Three Isoprenoids from Familiar Sources.
We have already encountered several molecules that contain isoprenoid side chains. The C30 hydrocarbon side chain of vitamin K2, an important molecule in clotting (Section 10.5.7), is built from 6 isoprene (C5) units. Coenzyme Q10 in the mitochondrial respiratory chain (Section 18.3) has a side chain made up of 10 isoprene units. Yet another example is the phytol side chain of chlorophyll (Section 19.2), which is formed from 4 isoprene units. Many proteins are targeted to membranes by the covalent attachment of a farnesyl (C15) or a geranylgeranyl (C20) unit to the carboxyl-terminal cysteine residue of the protein (Section 12.5.3). The attachment of isoprenoid side chains confers hydrophobic character.
Isoprenoids can delight by their color as well as by their fragrance. The color of tomatoes and carrots comes from carotenoids. These compounds absorb light because they contain extended networks of single and double bonds and are important pigments in photosynthesis (Section 19.5.2). Their C40 carbon skeletons are built by the successive addition of C5 units to form geranylgeranyl pyrophosphate, a C20 intermediate, which then condenses tail-to-tail with another molecule of geranylgeranyl pyrophosphate.
Phytoene, the C40 condensation product, is dehydrogenated to yield lycopene.

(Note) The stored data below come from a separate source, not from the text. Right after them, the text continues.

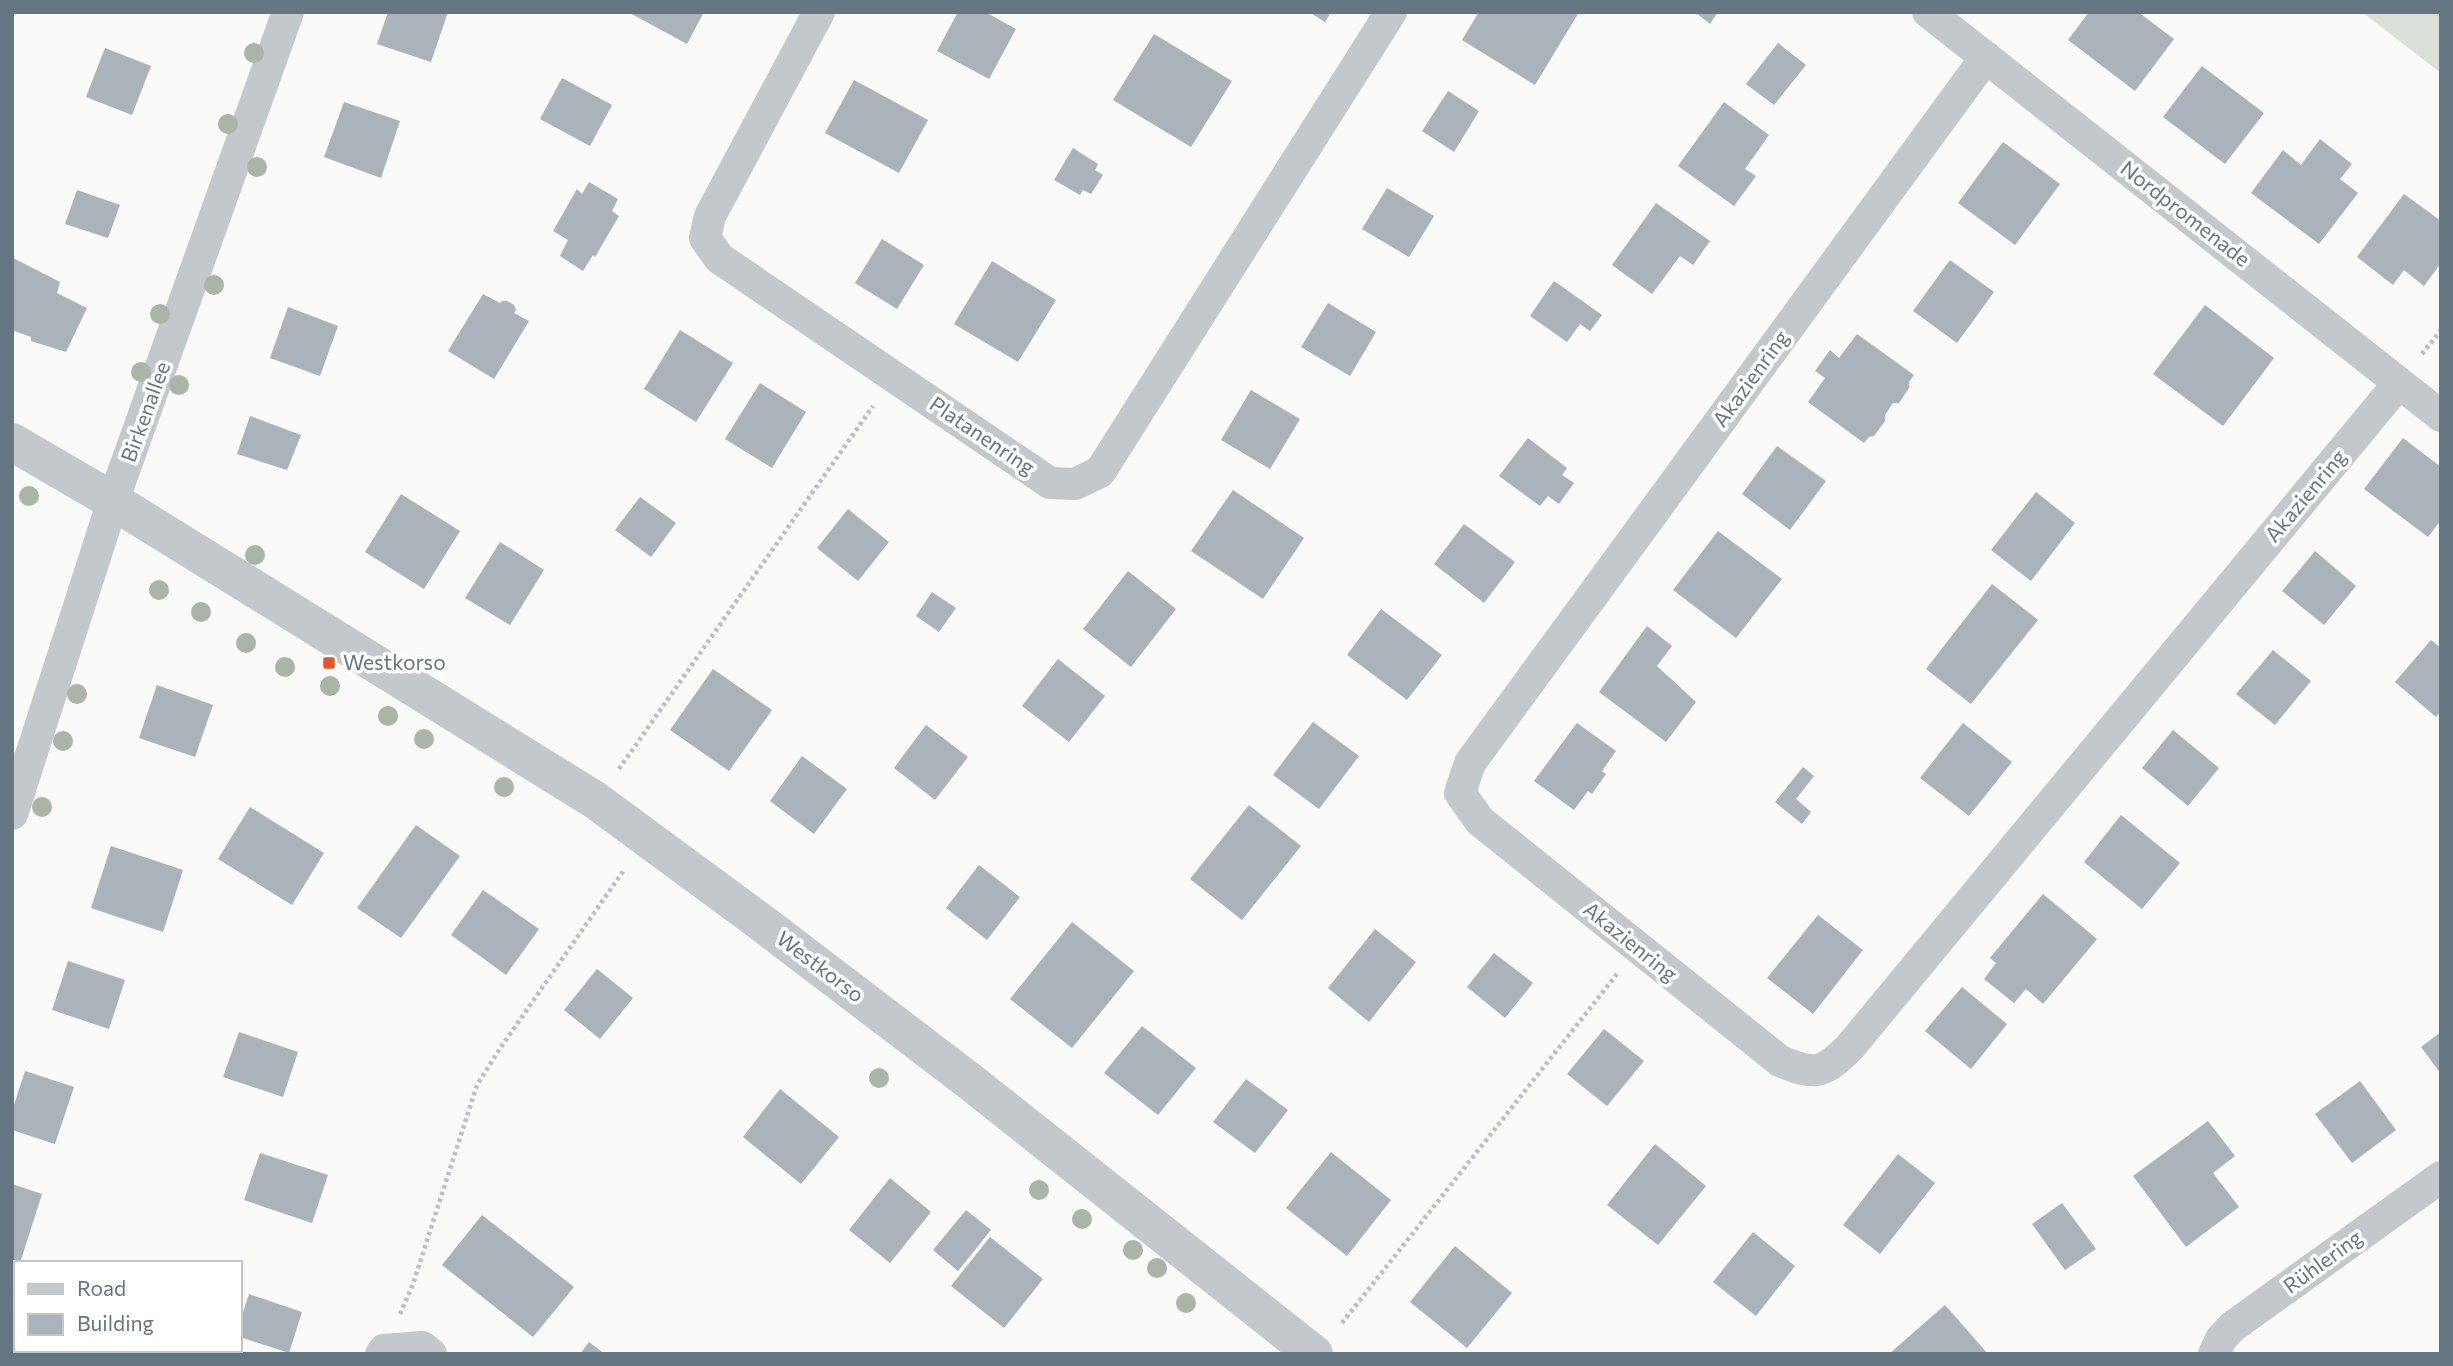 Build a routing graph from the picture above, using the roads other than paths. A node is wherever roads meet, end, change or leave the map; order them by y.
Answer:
1 (288, 12) edge
2 (819, 12) edge
3 (1391, 12) edge
4 (1928, 12) edge
5 (1986, 57) junction
6 (2399, 383) junction
7 (2441, 416) edge
8 (12, 442) edge
9 (113, 501) junction
10 (12, 814) edge
11 (2441, 1177) edge
12 (383, 1352) edge
13 (431, 1354) edge
14 (1314, 1354) edge
15 (2214, 1354) edge

1 - 9 street, Birkenallee
2 - 3 street, Platanenring
4 - 5 street, Nordpromenade
5 - 6 street, Nordpromenade
5 - 6 street, Akazienring
6 - 7 street, Nordpromenade
8 - 9 street, Westkorso
9 - 10 street, Birkenallee
9 - 14 street, Westkorso
11 - 15 street, Rühlering
12 - 13 street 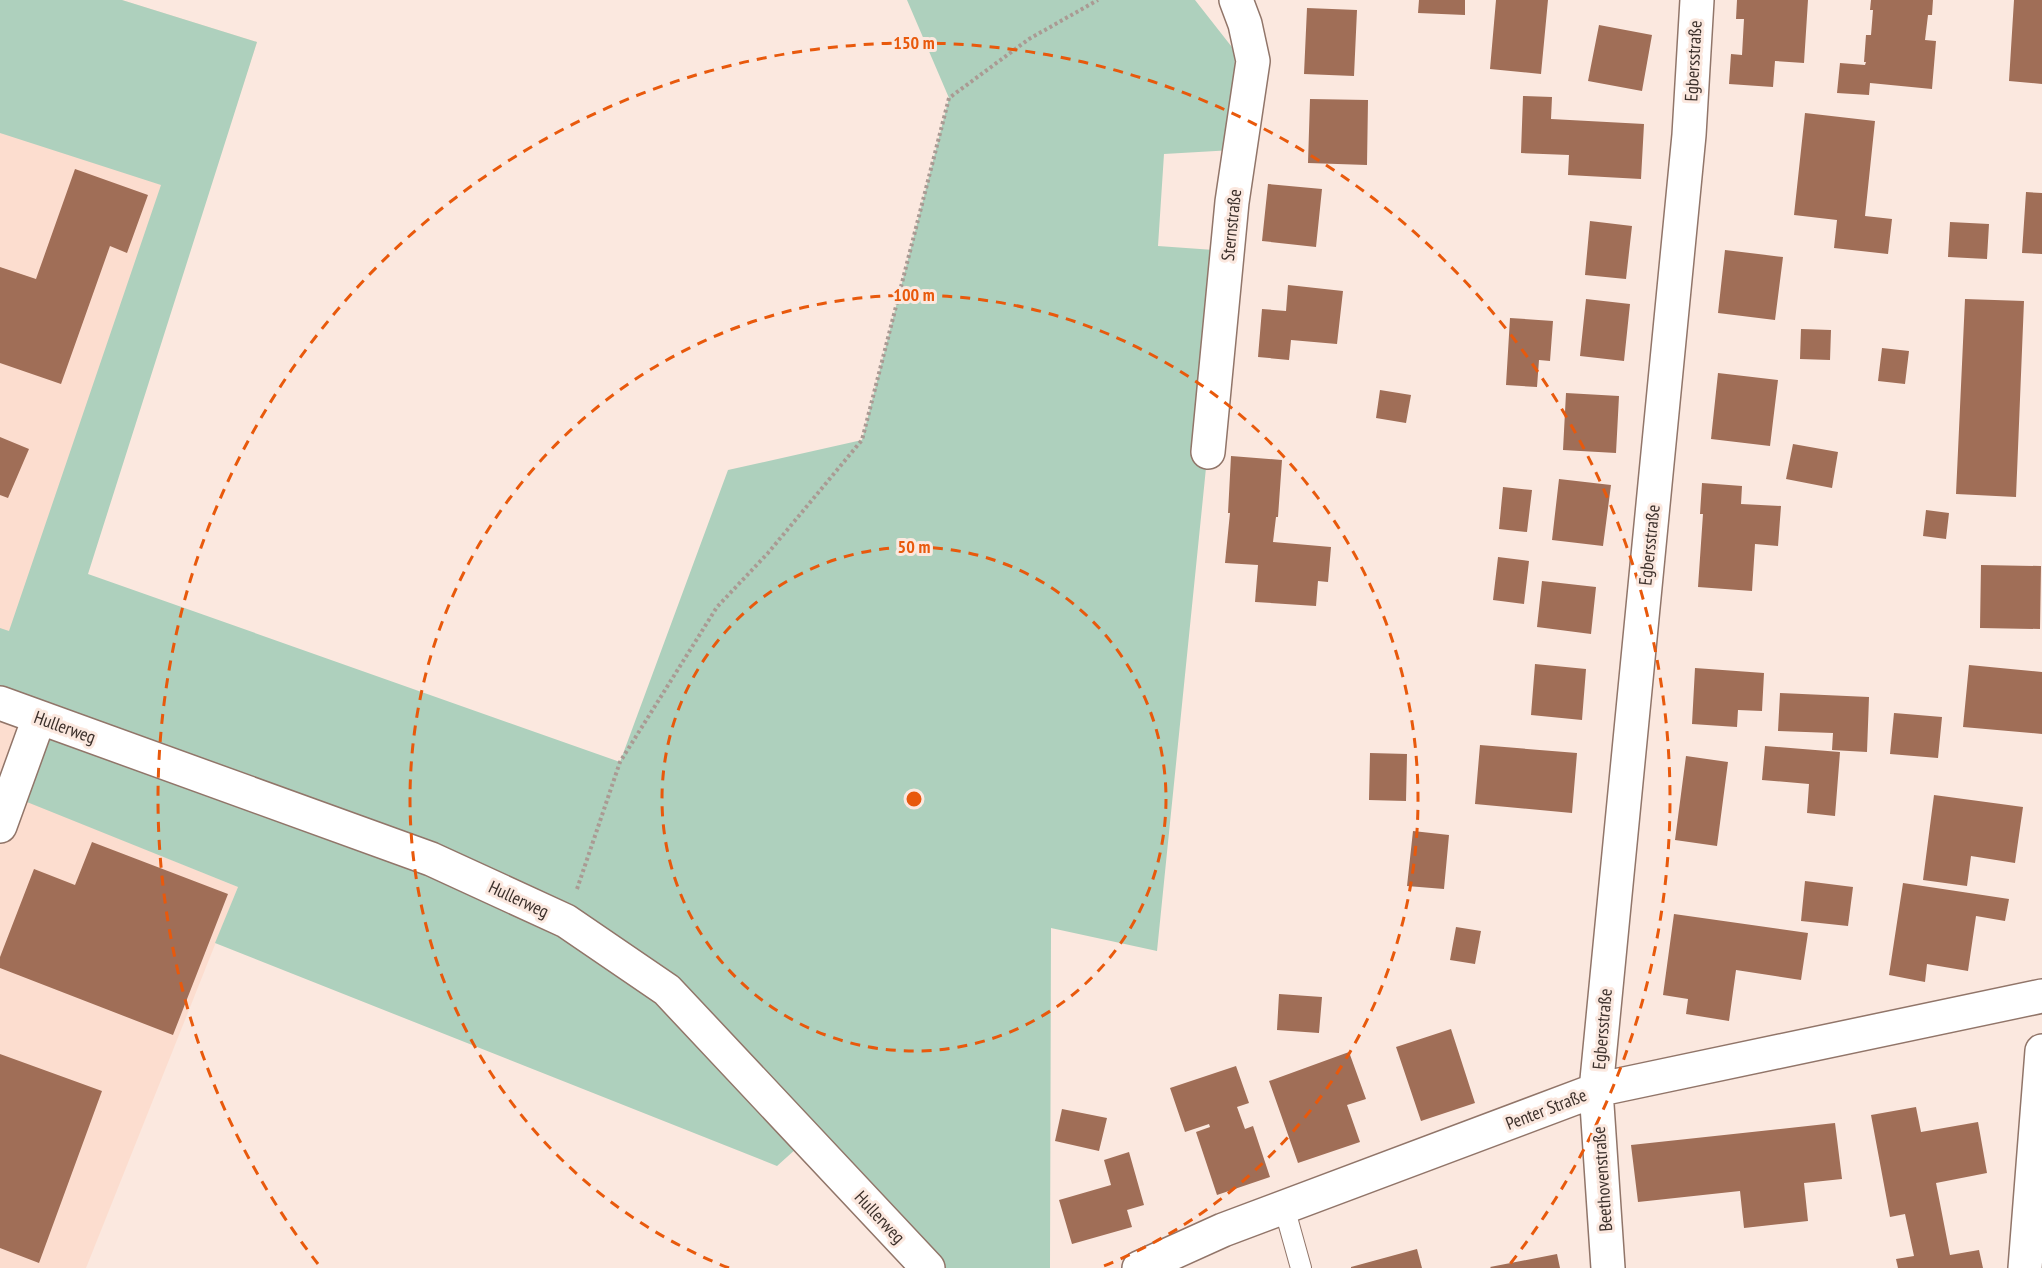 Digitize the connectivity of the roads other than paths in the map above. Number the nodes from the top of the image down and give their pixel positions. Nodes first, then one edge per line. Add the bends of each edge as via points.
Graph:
1 (1236, 0) edge
2 (1697, 0) edge
3 (1208, 452) dead end
4 (0, 703) edge
5 (39, 717) junction
6 (0, 826) edge
7 (2042, 996) edge
8 (2042, 1051) edge
9 (1596, 1090) junction
10 (1284, 1207) junction
11 (2031, 1253) edge
12 (928, 1268) edge
13 (1139, 1268) edge
14 (1301, 1268) edge
15 (1608, 1268) edge

1 - 3 street, Sternstraße via 1252,61 1232,202
2 - 9 street, Egbersstraße via 1689,135
4 - 5 street, Hullerweg
5 - 6 street
5 - 12 street, Hullerweg via 431,859 566,921 667,990
7 - 9 street, Penter Straße
8 - 11 street
9 - 10 street, Penter Straße
9 - 15 street, Beethovenstraße
10 - 13 street, Penter Straße
10 - 14 lane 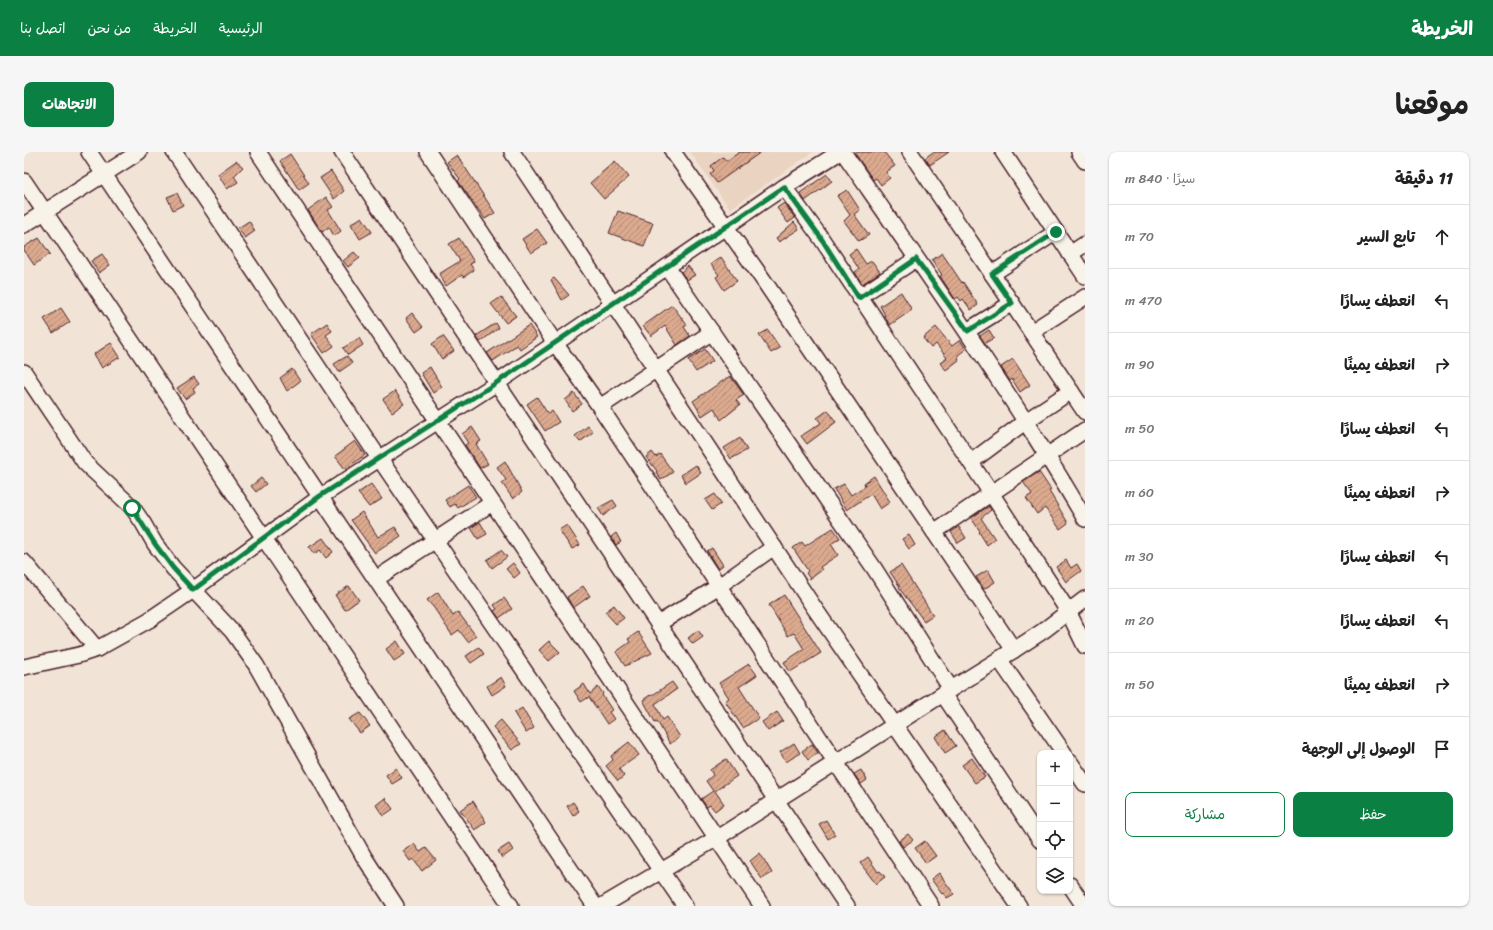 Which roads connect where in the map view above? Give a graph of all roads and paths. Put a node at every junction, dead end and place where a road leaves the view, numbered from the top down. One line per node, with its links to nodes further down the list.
1 (89, 152): 14 (street)
2 (139, 152): 14 (street)
3 (174, 152): 45 (street)
4 (258, 152): 41 (street)
5 (342, 152): 37 (street)
6 (428, 152): 34 (street)
7 (512, 152): 30 (street)
8 (673, 152): 19 (street)
9 (841, 152): 16 (street); 23 (street)
10 (910, 152): 25 (street)
11 (1003, 152): 20 (street)
12 (1079, 152): 13 (street)
13 (1085, 161)
14 (104, 174): 17 (street); 48 (street)
15 (24, 181): 17 (street)
16 (784, 187): 19 (street); 28 (street)
17 (44, 212): 18 (street); 52 (street)
18 (24, 225)
19 (726, 228): 24 (street); 51 (street)
20 (1056, 232): 22 (street); 25 (street)
21 (1085, 244): 22 (street)
22 (1070, 254): 26 (street)
23 (916, 259): 28 (street); 31 (street)
24 (667, 267): 30 (street); 32 (street)
25 (992, 274): 29 (street)
26 (1085, 276)
27 (1085, 297): 33 (street)
28 (859, 298): 46 (street)
29 (1012, 303): 31 (street); 33 (street)
30 (613, 304): 34 (street); 35 (street)
31 (968, 331): 42 (street)
32 (712, 332): 35 (street); 67 (street)
33 (1031, 332): 38 (street)
34 (555, 343): 37 (street); 39 (street)
35 (656, 369): 39 (street); 54 (street)
36 (24, 372): 58 (street)
37 (496, 383): 41 (street); 61 (street)
38 (1071, 391): 40 (street); 42 (street)
39 (600, 407): 57 (street)
40 (1085, 412)
41 (437, 420): 45 (street); 49 (street)
42 (1026, 421): 44 (street); 46 (street)
43 (1085, 430): 44 (street)
44 (1048, 455): 47 (street); 50 (street)
45 (380, 458): 48 (street); 53 (street)
46 (971, 462): 47 (street)
47 (991, 493): 51 (street); 60 (street)
48 (320, 496): 52 (street); 56 (street)
49 (492, 503): 53 (street); 75 (street)
50 (1085, 519)
51 (934, 532): 64 (street)
52 (263, 538): 58 (street); 79 (street)
53 (436, 540): 56 (street); 76 (street)
54 (774, 547): 57 (street); 68 (street)
55 (24, 562): 63 (street)
56 (376, 579): 80 (street)
57 (719, 586): 61 (street); 70 (street)
58 (193, 590): 63 (street); 78 (street)
59 (1085, 599): 60 (street)
60 (1068, 611): 62 (street); 64 (street)
61 (658, 624): 73 (street)
62 (1085, 646)
63 (97, 649): 66 (street)
64 (1014, 650): 65 (street)
65 (999, 658): 67 (street); 69 (street)
66 (24, 667)
67 (947, 691): 68 (street); 74 (street)
68 (895, 725): 70 (street); 86 (street)
69 (1062, 750)
70 (836, 763): 73 (street); 85 (street)
71 (1073, 766): 72 (street)
72 (1085, 784)
73 (776, 801): 75 (street); 84 (street)
74 (1037, 835)
75 (717, 838): 76 (street); 83 (street)
76 (662, 871): 81 (street); 82 (street)
77 (1073, 890): 87 (street)
78 (396, 906)
79 (511, 906)
80 (595, 906)
81 (602, 906)
82 (685, 906)
83 (762, 906)
84 (848, 906)
85 (931, 906)
86 (1019, 906)
87 (1084, 906)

Cyclization of both ends of lycopene gives β-carotene, which is the precursor of retinal, the chromophore in all known visual pigments (Section 32.3.2). These examples illustrate the fundamental role of isopentenyl pyrophosphate in the assembly of extended carbon skeletons of biomolecules. It is evident that isoprenoids are ubiquitous in nature and have diverse significant roles, including the enhancement of the sensuality of life.